The project sits at the intersection of several named research areas. Useful query families and paper clusters:

  • Metareasoning / rational metareasoning (Horvitz, Russell & Wefald, Han & Stewart): deciding when to stop deliberation; anytime algorithms; value of computation as an explicit object.
  • Optimal stopping on finite horizons: backward induction, threshold policies, regret vs reward parameterizations (connections to §3).
  • GNNs on trees / graphs for search: TreeLSTM, GAT, graph transformers, UCT + learned value (AlphaZero, MuZero, Sampled MuZero); neural MCTS and search policy learning.
  • Reinforcement learning for budgeted or horizon problems: PPO, REINFORCE, contextual bandits (one-step diagnostics in this repo); Offline RL and imitation of oracles; Fitted Q-Iteration / Bellman regression for discrete control on fixed datasets.
  • Chess and game AI: MCTS + NN (Leela, Stockfish NNUE as non-learned control); adaptive search time in engines.
  • Cognitive / psychophysics of chess (if linking to human data): time pressure, depth of search vs task difficulty; the behavioral scripts formalize VOC and clock elasticity.

Contrast this work: offline teacher trees, no full self-play loop yet, explicit cost models (linear or budgeted) with DP oracles rather than end-game outcome only.


8. How to work in this workspace

  • Environment: hl4291 della uses /home/hl4291/venv for stage-4 jobs (VENV_DIR); ysagiv jobs may use cts_supervised conda. Activate locally with source .venv/bin/activate from repo root when available.
  • Tests: lmcos/tests/ cover plumbing, oracles, fitted-Q, probes; run pytest tests/ from lmcos/ with PYTHONPATH set.
  • Sync: When copying to clusters, the lab notes using rsync -avR to avoid sparse directory mistakes.

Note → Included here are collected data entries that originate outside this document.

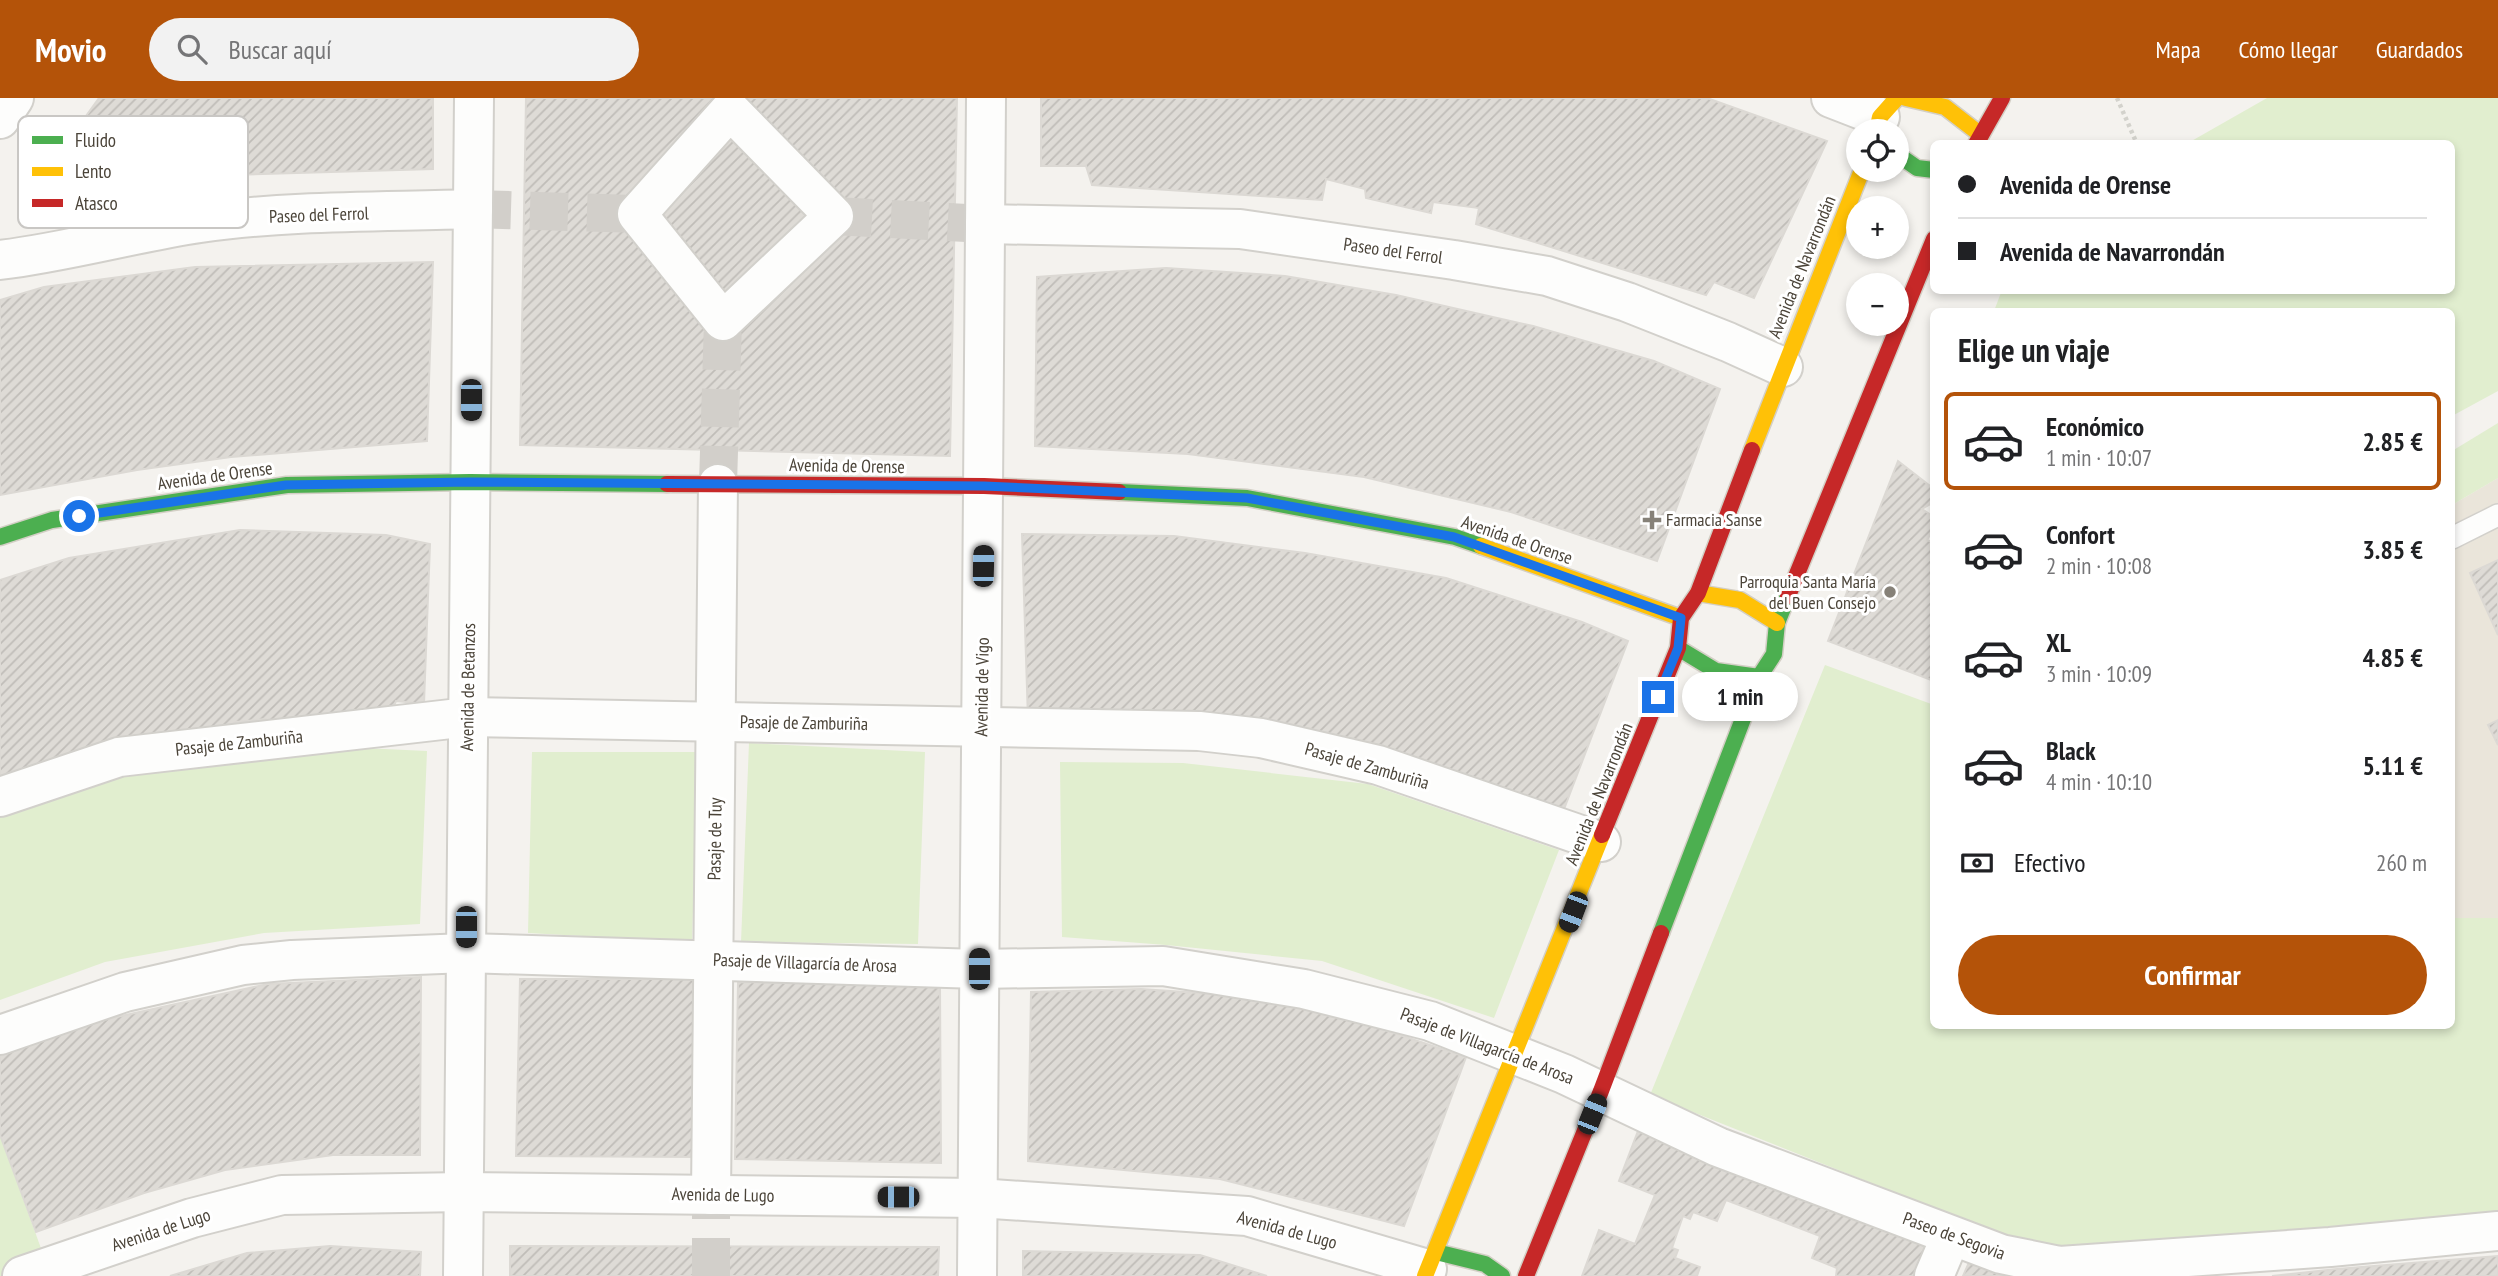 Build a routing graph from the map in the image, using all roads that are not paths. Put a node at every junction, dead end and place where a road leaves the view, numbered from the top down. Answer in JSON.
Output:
{"nodes":[{"id":1,"x":13,"y":98,"type":"edge"},
{"id":2,"x":474,"y":98,"type":"edge"},
{"id":3,"x":986,"y":98,"type":"edge"},
{"id":4,"x":1831,"y":98,"type":"edge"},
{"id":5,"x":2002,"y":98,"type":"edge"},
{"id":6,"x":1890,"y":111,"type":"edge"},
{"id":7,"x":0,"y":119,"type":"edge"},
{"id":8,"x":1978,"y":139,"type":"edge"},
{"id":9,"x":1909,"y":162,"type":"edge"},
{"id":10,"x":1930,"y":170,"type":"edge"},
{"id":11,"x":1857,"y":182,"type":"edge"},
{"id":12,"x":473,"y":209,"type":"junction"},
{"id":13,"x":637,"y":214,"type":"joint"},
{"id":14,"x":248,"y":219,"type":"edge"},
{"id":15,"x":985,"y":224,"type":"junction"},
{"id":16,"x":173,"y":228,"type":"edge"},
{"id":17,"x":1930,"y":249,"type":"edge"},
{"id":18,"x":0,"y":260,"type":"edge"},
{"id":19,"x":1783,"y":367,"type":"junction"},
{"id":20,"x":470,"y":482,"type":"junction"},
{"id":21,"x":718,"y":484,"type":"junction"},
{"id":22,"x":984,"y":486,"type":"junction"},
{"id":23,"x":2498,"y":514,"type":"edge"},
{"id":24,"x":2455,"y":536,"type":"edge"},
{"id":25,"x":0,"y":537,"type":"edge"},
{"id":26,"x":1698,"y":593,"type":"junction"},
{"id":27,"x":1681,"y":618,"type":"junction"},
{"id":28,"x":1777,"y":624,"type":"junction"},
{"id":29,"x":1678,"y":648,"type":"junction"},
{"id":30,"x":1759,"y":677,"type":"junction"},
{"id":31,"x":468,"y":717,"type":"junction"},
{"id":32,"x":716,"y":721,"type":"junction"},
{"id":33,"x":982,"y":726,"type":"junction"},
{"id":34,"x":0,"y":797,"type":"edge"},
{"id":35,"x":1601,"y":842,"type":"junction"},
{"id":36,"x":466,"y":953,"type":"junction"},
{"id":37,"x":714,"y":960,"type":"junction"},
{"id":38,"x":979,"y":969,"type":"junction"},
{"id":39,"x":0,"y":1035,"type":"edge"},
{"id":40,"x":1516,"y":1054,"type":"junction"},
{"id":41,"x":1601,"y":1091,"type":"junction"},
{"id":42,"x":464,"y":1192,"type":"junction"},
{"id":43,"x":711,"y":1195,"type":"junction"},
{"id":44,"x":978,"y":1198,"type":"junction"},
{"id":45,"x":2498,"y":1231,"type":"edge"},
{"id":46,"x":1951,"y":1236,"type":"junction"},
{"id":47,"x":1429,"y":1266,"type":"edge"},
{"id":48,"x":22,"y":1276,"type":"edge"},
{"id":49,"x":463,"y":1276,"type":"edge"},
{"id":50,"x":976,"y":1276,"type":"edge"},
{"id":51,"x":1502,"y":1276,"type":"edge"},
{"id":52,"x":1527,"y":1276,"type":"edge"},
{"id":53,"x":1934,"y":1276,"type":"edge"}],
"edges":[{"from":1,"to":7,"type":"street"},
{"from":2,"to":12,"type":"street","name":"Avenida de Betanzos"},
{"from":3,"to":15,"type":"street","name":"Avenida de Vigo"},
{"from":4,"to":6,"type":"street"},
{"from":5,"to":8,"type":"street"},
{"from":6,"to":8,"type":"street"},
{"from":9,"to":10,"type":"street"},
{"from":11,"to":19,"type":"street","name":"Avenida de Navarrondán"},
{"from":12,"to":14,"type":"street","name":"Paseo del Ferrol"},
{"from":12,"to":20,"type":"street","name":"Avenida de Betanzos"},
{"from":13,"to":13,"type":"street"},
{"from":15,"to":19,"type":"street","name":"Paseo del Ferrol"},
{"from":15,"to":22,"type":"street","name":"Avenida de Vigo"},
{"from":16,"to":18,"type":"street","name":"Paseo del Ferrol"},
{"from":17,"to":28,"type":"street"},
{"from":19,"to":26,"type":"street","name":"Avenida de Navarrondán"},
{"from":20,"to":21,"type":"street","name":"Avenida de Orense"},
{"from":20,"to":25,"type":"street","name":"Avenida de Orense"},
{"from":20,"to":31,"type":"street","name":"Avenida de Betanzos"},
{"from":21,"to":22,"type":"street","name":"Avenida de Orense"},
{"from":21,"to":32,"type":"street","name":"Pasaje de Tuy"},
{"from":22,"to":27,"type":"street","name":"Avenida de Orense"},
{"from":22,"to":33,"type":"street","name":"Avenida de Vigo"},
{"from":23,"to":24,"type":"lane"},
{"from":26,"to":27,"type":"street","name":"Avenida de Navarrondán"},
{"from":26,"to":28,"type":"street"},
{"from":27,"to":29,"type":"street","name":"Avenida de Navarrondán"},
{"from":28,"to":30,"type":"street"},
{"from":29,"to":30,"type":"street"},
{"from":29,"to":35,"type":"street","name":"Avenida de Navarrondán"},
{"from":30,"to":41,"type":"street"},
{"from":31,"to":32,"type":"street","name":"Pasaje de Zamburiña"},
{"from":31,"to":34,"type":"street","name":"Pasaje de Zamburiña"},
{"from":31,"to":36,"type":"street","name":"Avenida de Betanzos"},
{"from":32,"to":33,"type":"street","name":"Pasaje de Zamburiña"},
{"from":32,"to":37,"type":"street","name":"Pasaje de Tuy"},
{"from":33,"to":35,"type":"street","name":"Pasaje de Zamburiña"},
{"from":33,"to":38,"type":"street","name":"Avenida de Vigo"},
{"from":35,"to":40,"type":"street","name":"Avenida de Navarrondán"},
{"from":36,"to":37,"type":"street","name":"Pasaje de Villagarcía de Arosa"},
{"from":36,"to":39,"type":"street","name":"Pasaje de Villagarcía de Arosa"},
{"from":36,"to":42,"type":"street","name":"Avenida de Betanzos"},
{"from":37,"to":38,"type":"street","name":"Pasaje de Villagarcía de Arosa"},
{"from":37,"to":43,"type":"street","name":"Pasaje de Tuy"},
{"from":38,"to":40,"type":"street","name":"Pasaje de Villagarcía de Arosa"},
{"from":38,"to":44,"type":"street","name":"Avenida de Vigo"},
{"from":40,"to":41,"type":"street","name":"Pasaje de Villagarcía de Arosa"},
{"from":40,"to":47,"type":"street","name":"Avenida de Navarrondán"},
{"from":41,"to":46,"type":"street","name":"Paseo de Segovia"},
{"from":41,"to":52,"type":"street"},
{"from":42,"to":43,"type":"street","name":"Avenida de Lugo"},
{"from":42,"to":48,"type":"street","name":"Avenida de Lugo"},
{"from":42,"to":49,"type":"street","name":"Avenida de Betanzos"},
{"from":43,"to":44,"type":"street","name":"Avenida de Lugo"},
{"from":44,"to":47,"type":"street","name":"Avenida de Lugo"},
{"from":44,"to":50,"type":"street","name":"Avenida de Vigo"},
{"from":45,"to":46,"type":"street","name":"Paseo de Segovia"},
{"from":46,"to":53,"type":"street"},
{"from":47,"to":51,"type":"street"}]}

For day-to-day commands: human_analytics/README.md (DuckDB ETL, figures); lmcos/slurm/README.md (pipeline Slurm); labnotebook.md (experiments).


9. Division of responsibilities

Area Lead Scope
Model development and analysis Yotam lc0 tree generation, GNN architecture (asynchronous sweeps, child-decodability pretraining), metacontroller training (pipeline design and implementation) and mech interp
Validation & psychology Jordan Baselines, human alignment (move time, clock regimes), controller ablations, diagnostics

10. Development roadmap (high level)

  1. Data path — Leela/lc0 trees → tensorization → GNN forward pass (stages 1–3 under lmcos/slurm/).
  2. Supervised encoder — prefix vs oracle WDL; frozen tree_encoder checkpoint.
  3. Offline meta-control — fitted advantage / budgeted oracle on materialized caches; greedy regret eval.
  4. Psychometric validation — compare learned stopping to human Lichess move-time and engine VOC.

Current production focus is stage 3–4 on ysagiv read-only caches (hl4291 della, VENV_DIR=/home/hl4291/venv).


11. Code map (lmcos)

Concept Module / path
Tree generation & encoder pretrain CLI cts.data.build_tree
Controller episode pack / materialize cts.data.preprocess_mc
Fitted-Q controller train + metrics plots cts.train.controller_train
Slurm stage wrappers + run YAMLs lmcos/slurm/, lmcos/slurm/configs/
Post-hoc budgeted-run analysis cts.analysis.analyze_budgeted_controller_run
Human analytics pipeline & figures human_analytics/ (see human_analytics/README.md)

Last updated 2026-06-04: experiment log at labnotebook.md + reports/; see (R-LMCOS-STAGE4) for the 2026-05-29 controller harness.